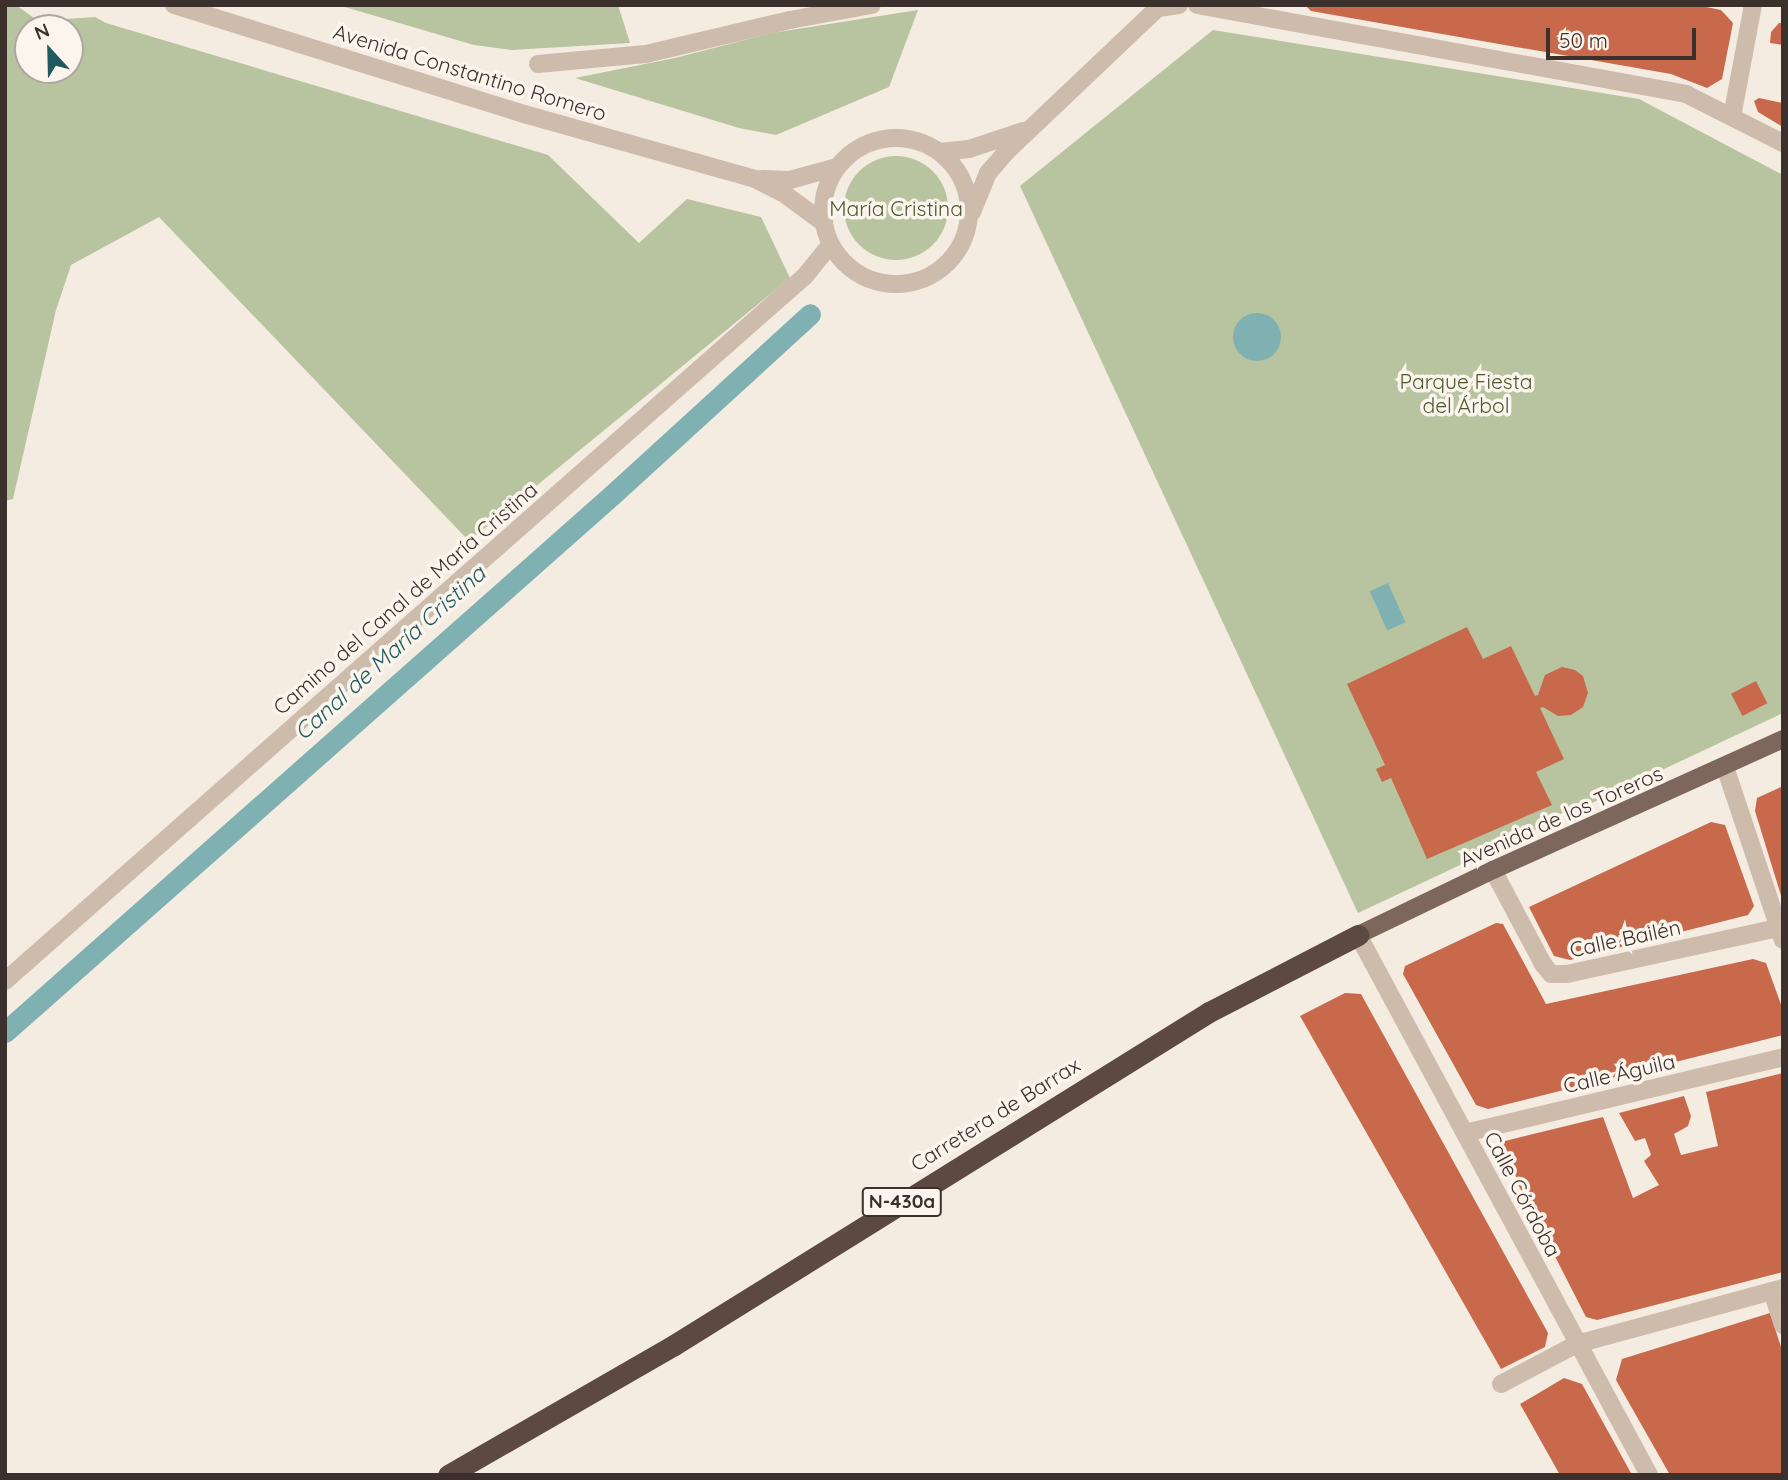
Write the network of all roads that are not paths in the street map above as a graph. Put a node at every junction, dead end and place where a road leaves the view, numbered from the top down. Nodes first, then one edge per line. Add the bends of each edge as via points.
1 (174, 5) edge
2 (872, 5) edge
3 (1179, 5) edge
4 (1197, 5) edge
5 (1224, 5) edge
6 (1753, 5) edge
7 (1160, 7) edge
8 (1243, 15) junction
9 (538, 64) dead end
10 (1732, 117) junction
11 (1026, 130) junction
12 (1783, 143) edge
13 (940, 152) junction
14 (837, 167) junction
15 (755, 179) junction
16 (970, 220) junction
17 (824, 223) junction
18 (830, 245) junction
19 (1783, 739) edge
20 (1725, 767) junction
21 (1493, 870) junction
22 (1782, 932) edge
23 (1358, 935) junction
24 (5, 981) edge
25 (1783, 1057) edge
26 (1465, 1133) junction
27 (1778, 1289) edge
28 (1783, 1325) edge
29 (1577, 1344) junction
30 (1501, 1384) dead end
31 (448, 1475) edge
32 (1649, 1475) edge

1 - 15 street, Avenida Constantino Romero via 524,114
2 - 9 street via 646,54
3 - 7 street
4 - 8 street
5 - 8 street
6 - 10 street
7 - 11 street
8 - 10 street via 1646,84 1686,93
10 - 12 street
11 - 13 street via 968,149
11 - 16 street via 988,173
13 - 14 street via 910,138 887,138 865,144
13 - 16 street via 966,186
14 - 15 street, Avenida Constantino Romero via 790,180
14 - 17 street via 824,194
15 - 17 street, Avenida Constantino Romero
16 - 18 street via 963,243 950,262 909,284 885,284 863,277 844,264
17 - 18 street
18 - 24 street, Camino del Canal de María Cristina via 805,276
19 - 20 main road, Avenida de los Toreros
20 - 21 main road, Avenida de los Toreros
20 - 22 street
21 - 22 street, Calle Bailén via 1551,974
21 - 23 main road, Avenida de los Toreros
23 - 26 street, Calle Córdoba
23 - 31 highway, Carretera de Barrax / N-430a via 1209,1012 674,1345
25 - 26 street, Calle Águila
26 - 29 street, Calle Córdoba
27 - 28 street
27 - 29 street
29 - 30 street
29 - 32 street, Calle Córdoba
_____
* _Activity_: All lines of the data that hold "Avenida" need to be copied.

* _Exercise response_:
1 - 15 street, Avenida Constantino Romero via 524,114
14 - 15 street, Avenida Constantino Romero via 790,180
15 - 17 street, Avenida Constantino Romero
19 - 20 main road, Avenida de los Toreros
20 - 21 main road, Avenida de los Toreros
21 - 23 main road, Avenida de los Toreros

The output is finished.